Yes, they have complained about how they are treated, they usually complain to us and think we are to blame, it is so disheartening as a nurse who is trying their best. Then they will call the patient reps who will demand that we give the patient anything they want to be happy. Its the old patient is always right mantra, which yes they should be happy, but so should the staff. We are NYSNA union we are in NY and besides having such a large population, the closing of many hospitals has definately increased our load. Its tearing me apart because I really hate having to work like this. I just feel like we all deserve better, but i don't think will it ever change.

It will change if we join together in ONE NATIONAL NURSES UNION and SPEAK WITH ONE VOICE!! Not our individual state nurses associations. NY State had the option to join the National Nurses United, and chose to remain independant with their own state nurses association. You will never achieve what you need to by trying to make change alone.

Washington State, Oregon, and Montana, made the same mistake.
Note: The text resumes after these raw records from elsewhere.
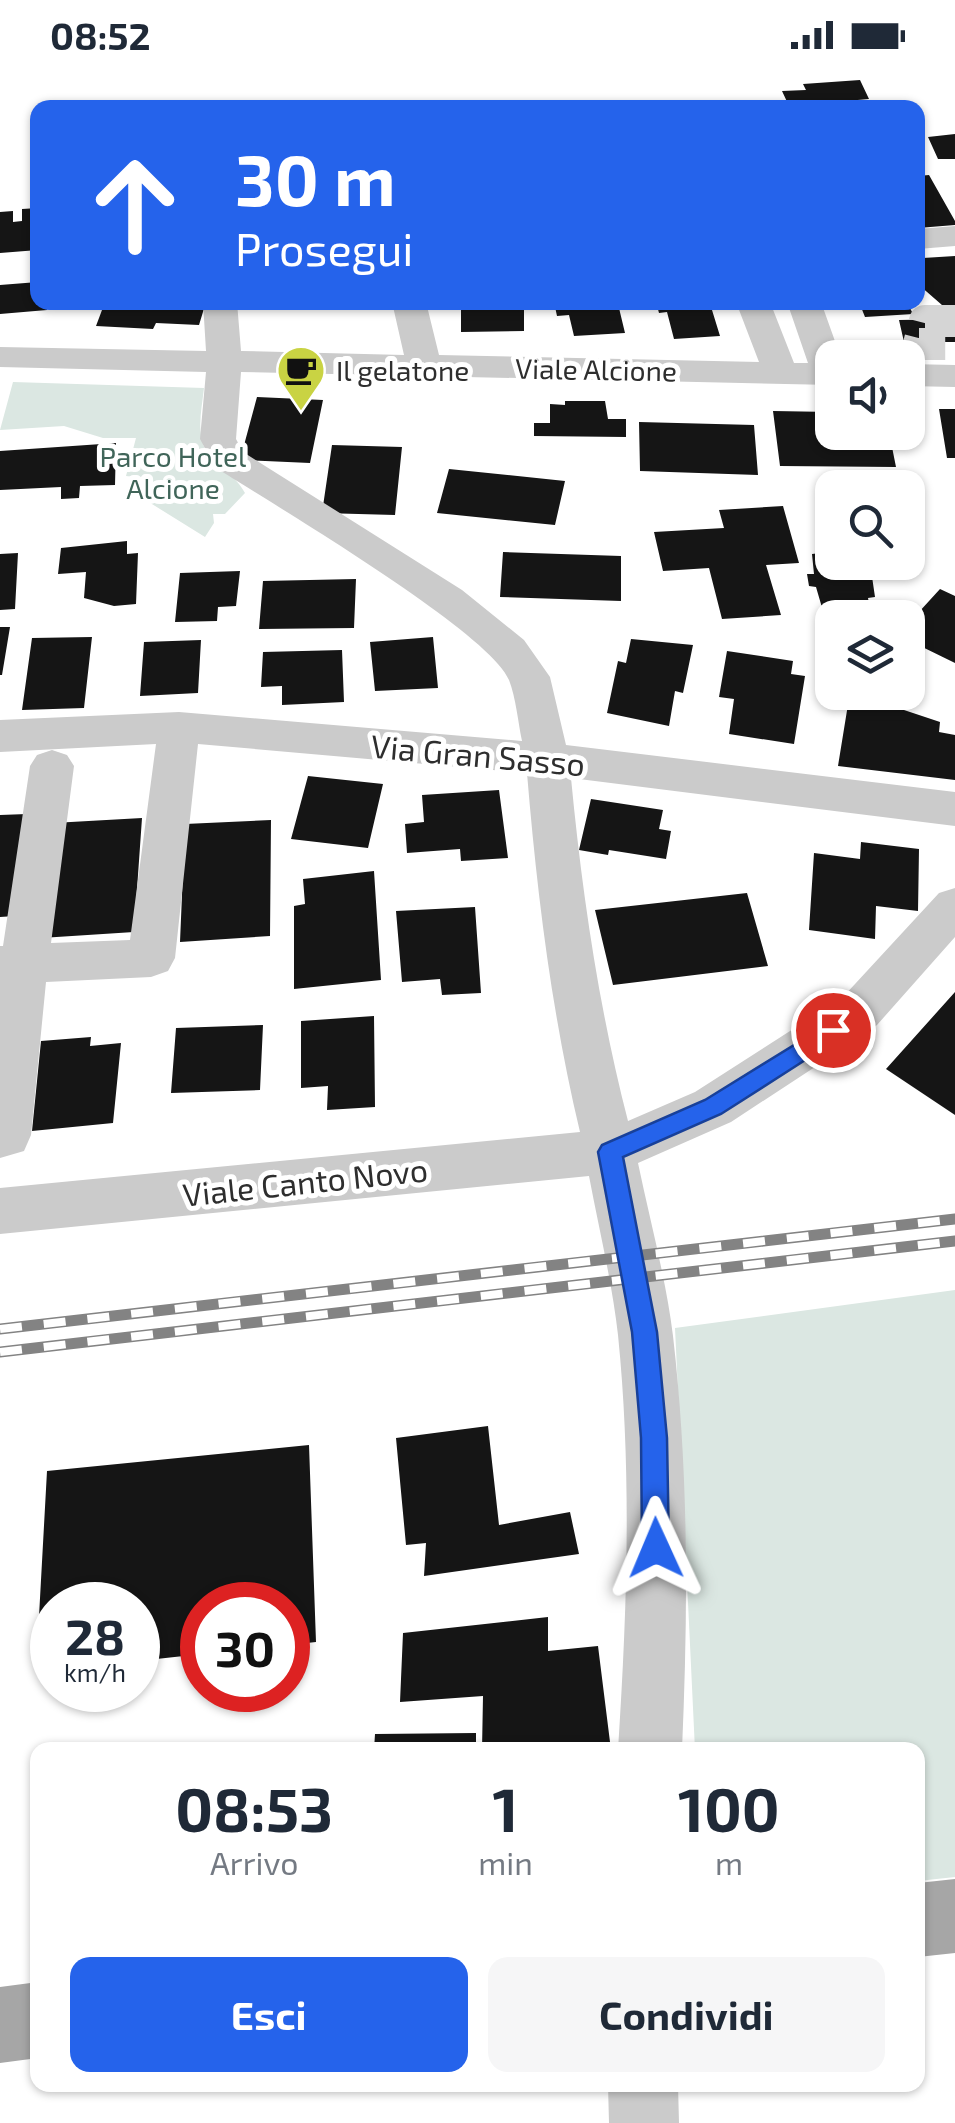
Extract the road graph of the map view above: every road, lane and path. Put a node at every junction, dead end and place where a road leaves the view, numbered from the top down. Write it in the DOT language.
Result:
graph roads {
  1 [pos="955,236"];
  2 [pos="925,238"];
  3 [pos="221,310"];
  4 [pos="411,310"];
  5 [pos="756,310"];
  6 [pos="807,310"];
  7 [pos="818,340"];
  8 [pos="0,357"];
  9 [pos="224,362"];
  10 [pos="424,366"];
  11 [pos="925,368"];
  12 [pos="781,373"];
  13 [pos="815,374"];
  14 [pos="955,376"];
  15 [pos="179,727"];
  16 [pos="0,736"];
  17 [pos="548,759"];
  18 [pos="52,766"];
  19 [pos="955,809"];
  20 [pos="955,906"];
  21 [pos="12,966"];
  22 [pos="0,1136"];
  23 [pos="610,1152"];
  24 [pos="0,1211"];
  25 [pos="650,1742"];
  26 [pos="955,1916"];
  27 [pos="925,1919"];
  28 [pos="30,2021"];
  29 [pos="0,2024"];
  30 [pos="643,2092"];
  31 [pos="644,2123"];
  1 -- 2 [label="street"];
  3 -- 9 [label="street"];
  4 -- 10 [label="street"];
  5 -- 12 [label="street"];
  6 -- 7 [label="street"];
  8 -- 9 [label="street, Viale Alcione"];
  9 -- 10 [label="street, Viale Alcione"];
  9 -- 17 [label="street"];
  10 -- 12 [label="street, Viale Alcione"];
  11 -- 14 [label="street"];
  12 -- 13 [label="street, Viale Alcione"];
  15 -- 16 [label="street, Via Gran Sasso"];
  15 -- 17 [label="street, Via Gran Sasso"];
  15 -- 21 [label="street"];
  17 -- 19 [label="street, Via Gran Sasso"];
  17 -- 23 [label="street"];
  18 -- 21 [label="street"];
  20 -- 23 [label="street, Viale Canto Novo"];
  21 -- 22 [label="street"];
  23 -- 24 [label="street, Viale Canto Novo"];
  23 -- 25 [label="street"];
  26 -- 27 [label="main road"];
  28 -- 29 [label="main road"];
  30 -- 31 [label="street"];
}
Join and become one, instead of many.

JMHO and my NY $0.02.

Lindarn, RN, BSN, CCRN

Somewhere in the PACNW

I work on an oncology unit without a unit secretary. Every other floor/unit has a unit secretary except the oncology unit. With that said we are also understaffed during the AM shift and majority of the time we run with one PCT which means we take VS and blood sugars. Help please!!!

Specializes in Med-surg, ortho, tele, float.
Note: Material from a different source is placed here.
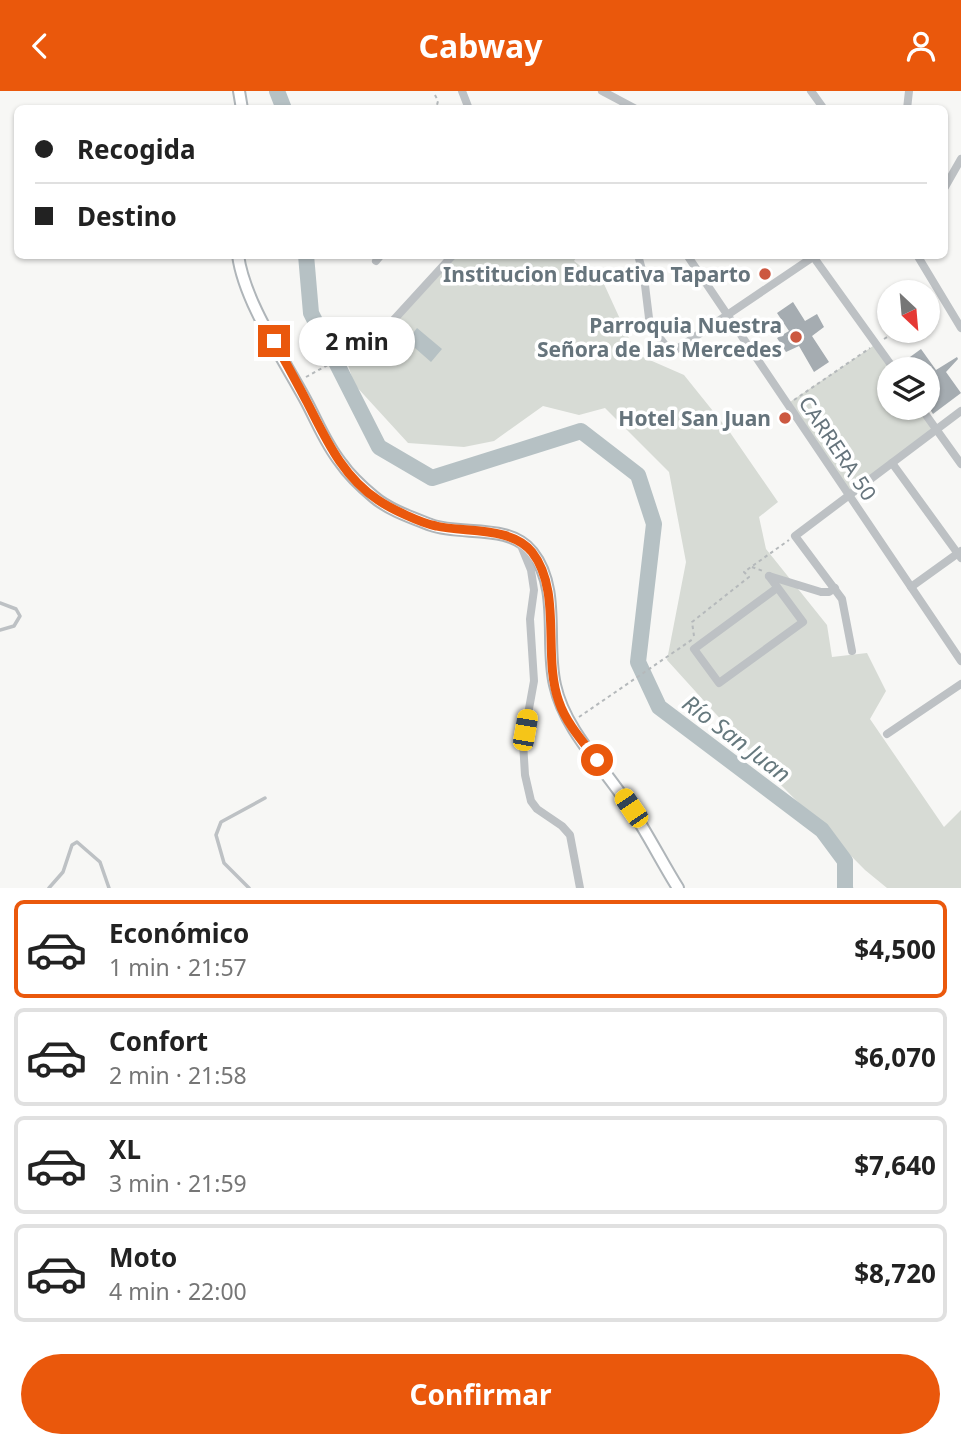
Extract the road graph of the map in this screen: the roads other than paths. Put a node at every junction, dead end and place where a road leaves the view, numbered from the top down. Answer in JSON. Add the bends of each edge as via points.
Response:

I was in tears over this this weekend. Calls to mgmt to report understaffing of 2-3 nurses are not returned. They must think we are like the check engine light on the dashboard - if you ignore it the problem will (hopefully) just go away!:mad:

Specializes in PCCN.

yep- pt mass production. And yes, my pts are aware that they are being kicked out asap.
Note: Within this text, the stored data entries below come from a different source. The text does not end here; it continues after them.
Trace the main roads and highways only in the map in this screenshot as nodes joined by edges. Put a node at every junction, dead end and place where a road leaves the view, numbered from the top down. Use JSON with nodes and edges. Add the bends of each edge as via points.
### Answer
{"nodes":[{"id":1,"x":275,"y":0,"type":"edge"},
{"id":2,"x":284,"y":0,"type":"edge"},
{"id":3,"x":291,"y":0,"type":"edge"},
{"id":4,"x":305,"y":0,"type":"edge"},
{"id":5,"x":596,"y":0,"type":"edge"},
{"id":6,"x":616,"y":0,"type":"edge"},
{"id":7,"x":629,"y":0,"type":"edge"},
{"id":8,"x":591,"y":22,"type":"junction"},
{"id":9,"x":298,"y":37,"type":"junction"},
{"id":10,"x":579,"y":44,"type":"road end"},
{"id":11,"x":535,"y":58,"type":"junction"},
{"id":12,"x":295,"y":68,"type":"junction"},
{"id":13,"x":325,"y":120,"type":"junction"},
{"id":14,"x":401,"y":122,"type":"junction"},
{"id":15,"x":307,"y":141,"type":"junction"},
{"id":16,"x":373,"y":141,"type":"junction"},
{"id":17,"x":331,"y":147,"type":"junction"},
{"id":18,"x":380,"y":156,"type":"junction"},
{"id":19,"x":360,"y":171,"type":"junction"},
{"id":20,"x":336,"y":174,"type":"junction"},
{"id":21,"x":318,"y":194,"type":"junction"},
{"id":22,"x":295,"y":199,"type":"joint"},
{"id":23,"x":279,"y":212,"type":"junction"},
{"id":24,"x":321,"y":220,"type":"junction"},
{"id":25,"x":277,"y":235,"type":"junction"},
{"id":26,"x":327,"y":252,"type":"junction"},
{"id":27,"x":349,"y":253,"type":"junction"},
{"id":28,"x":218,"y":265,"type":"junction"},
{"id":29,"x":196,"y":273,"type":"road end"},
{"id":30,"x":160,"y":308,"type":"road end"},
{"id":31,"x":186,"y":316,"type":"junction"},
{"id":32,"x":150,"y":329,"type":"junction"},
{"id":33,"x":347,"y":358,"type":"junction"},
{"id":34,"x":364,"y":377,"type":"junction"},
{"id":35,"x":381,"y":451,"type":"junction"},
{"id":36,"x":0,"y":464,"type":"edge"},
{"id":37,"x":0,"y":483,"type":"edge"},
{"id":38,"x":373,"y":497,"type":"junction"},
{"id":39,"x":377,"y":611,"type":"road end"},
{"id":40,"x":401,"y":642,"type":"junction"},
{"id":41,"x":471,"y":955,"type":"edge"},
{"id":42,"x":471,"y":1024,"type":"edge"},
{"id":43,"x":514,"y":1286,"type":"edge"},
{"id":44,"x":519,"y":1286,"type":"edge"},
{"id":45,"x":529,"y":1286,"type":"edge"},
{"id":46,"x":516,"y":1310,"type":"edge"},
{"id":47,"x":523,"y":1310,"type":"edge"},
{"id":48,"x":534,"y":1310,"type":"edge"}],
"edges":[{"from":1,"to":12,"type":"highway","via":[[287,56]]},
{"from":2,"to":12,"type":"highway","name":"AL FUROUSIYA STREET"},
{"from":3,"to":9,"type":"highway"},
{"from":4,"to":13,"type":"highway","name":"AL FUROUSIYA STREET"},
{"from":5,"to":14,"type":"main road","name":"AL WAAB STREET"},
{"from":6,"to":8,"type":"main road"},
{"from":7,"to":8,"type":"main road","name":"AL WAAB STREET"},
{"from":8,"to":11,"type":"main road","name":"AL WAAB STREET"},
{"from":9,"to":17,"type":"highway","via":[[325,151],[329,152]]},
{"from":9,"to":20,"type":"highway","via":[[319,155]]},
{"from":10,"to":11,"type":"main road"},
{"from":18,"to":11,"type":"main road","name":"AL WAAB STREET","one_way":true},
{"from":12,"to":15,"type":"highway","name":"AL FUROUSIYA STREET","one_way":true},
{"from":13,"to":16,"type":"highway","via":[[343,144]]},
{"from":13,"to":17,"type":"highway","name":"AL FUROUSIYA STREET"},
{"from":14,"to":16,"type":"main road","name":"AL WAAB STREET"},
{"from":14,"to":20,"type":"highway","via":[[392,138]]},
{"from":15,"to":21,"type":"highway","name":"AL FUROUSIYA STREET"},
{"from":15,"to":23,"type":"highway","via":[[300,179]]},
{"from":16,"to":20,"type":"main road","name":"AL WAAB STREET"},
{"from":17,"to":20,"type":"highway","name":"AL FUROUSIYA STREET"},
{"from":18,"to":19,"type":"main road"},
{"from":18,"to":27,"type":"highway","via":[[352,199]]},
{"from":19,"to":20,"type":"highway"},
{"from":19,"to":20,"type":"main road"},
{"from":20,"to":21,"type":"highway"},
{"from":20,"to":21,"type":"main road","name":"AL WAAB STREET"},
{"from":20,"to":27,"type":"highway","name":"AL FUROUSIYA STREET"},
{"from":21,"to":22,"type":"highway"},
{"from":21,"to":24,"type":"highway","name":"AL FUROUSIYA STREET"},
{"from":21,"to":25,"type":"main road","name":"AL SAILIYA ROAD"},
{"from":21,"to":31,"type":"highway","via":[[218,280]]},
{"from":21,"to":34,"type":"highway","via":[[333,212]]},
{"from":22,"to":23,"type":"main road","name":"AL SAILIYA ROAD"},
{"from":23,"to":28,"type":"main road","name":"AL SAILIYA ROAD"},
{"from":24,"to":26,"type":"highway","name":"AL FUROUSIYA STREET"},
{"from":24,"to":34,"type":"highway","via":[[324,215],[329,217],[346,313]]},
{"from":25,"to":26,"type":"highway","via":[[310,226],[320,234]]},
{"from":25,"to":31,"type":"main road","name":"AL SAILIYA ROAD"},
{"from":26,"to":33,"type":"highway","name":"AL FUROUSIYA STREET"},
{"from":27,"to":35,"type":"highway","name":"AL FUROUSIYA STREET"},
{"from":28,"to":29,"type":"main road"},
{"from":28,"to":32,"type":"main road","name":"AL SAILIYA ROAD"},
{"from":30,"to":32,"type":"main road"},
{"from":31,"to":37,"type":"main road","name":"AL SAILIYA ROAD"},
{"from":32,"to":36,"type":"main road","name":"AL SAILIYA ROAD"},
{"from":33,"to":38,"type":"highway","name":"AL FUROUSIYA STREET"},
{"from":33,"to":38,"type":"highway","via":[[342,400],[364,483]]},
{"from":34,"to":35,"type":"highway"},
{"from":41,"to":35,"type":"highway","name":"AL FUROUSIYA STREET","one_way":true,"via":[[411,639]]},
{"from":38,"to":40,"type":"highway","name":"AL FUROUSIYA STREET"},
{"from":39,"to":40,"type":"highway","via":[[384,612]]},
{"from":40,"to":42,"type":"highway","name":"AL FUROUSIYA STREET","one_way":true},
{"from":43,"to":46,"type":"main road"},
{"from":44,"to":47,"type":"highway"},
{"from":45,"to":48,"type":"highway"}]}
Funny how lately we are seeing more people that have only been d/c'd a week or two before re- admitted:down:

Specializes in Utilization Management; Case Management.

I am living the 10 patient life as we speak...medsurg floor...unionized hospital...I've had my license for 8 months been working at this place, my first job for 5 months minus like 2 days....8 weeks of that was orientation...So I've been productive on my floor for a little over 3 months... It started with 8 patients then went to 9 now tonight we are doing 10 and what did they do to make it better? Give each nurse (3 of us total) our own CNA...bc th CNAs must be able to help me chart and assess, etc. This is not what I thought nursing was and this is NOT what I want to do. It is unsafe and I've been vocal on many levels...but it just keeps getting worse....

Specializes in Medical Surgical.

When I started working in 2006, I would have up 10 patients, 1 CNA in the swing shift. Possibly 1 more patient if there's a new admit.

Our hospital has since worked towards JCAHO accreditation and was just granted full accreditation last year.

Today, 5 to 6 patients is the average. But with all the charting and documentation that came with JCAHO, sometimes it still feels as if we do the same amount of work 5 years ago.

The most patients I ever had was 8 on a med-surg tele floor. The manager would try to get the staff nurses to sign up for extra shifts to "help out on the floor." We would show up only to be floated to other floors and still leave our floor short staffed. The nurses finally wised up and started declining extra shifts. I could use the extra money but I don't think it is worth my sanity/health/peace of mind.

Specializes in FNP/FPMHNP-BC.

Monday I had 18 patients. I work on a Med/Surg floor. it was crazy.

Specializes in LTC.
Monday I had 18 patients. I work on a Med/Surg floor. it was crazy.

This is why I want to move to an ICU setting where you aren't required to have quite so many people. I'm in LTC, where the facility wants to have more and more Medicare Rehab pts, so I have thirty patients that should be much more stable then they are. Over the weekend I had five admissions, 3 transfers to the hospital, one unexpected death, and family members jumping down my throat, because they are still in the "This is a hospital and I must have immediate attention to my family member" mode. The facility doesn't want to provide more than two CNA's, I don't have a RN supervisor, no unit secretary, I do and write all tx....

It's a little hectic at times. :3 You just take things as they come I suppose.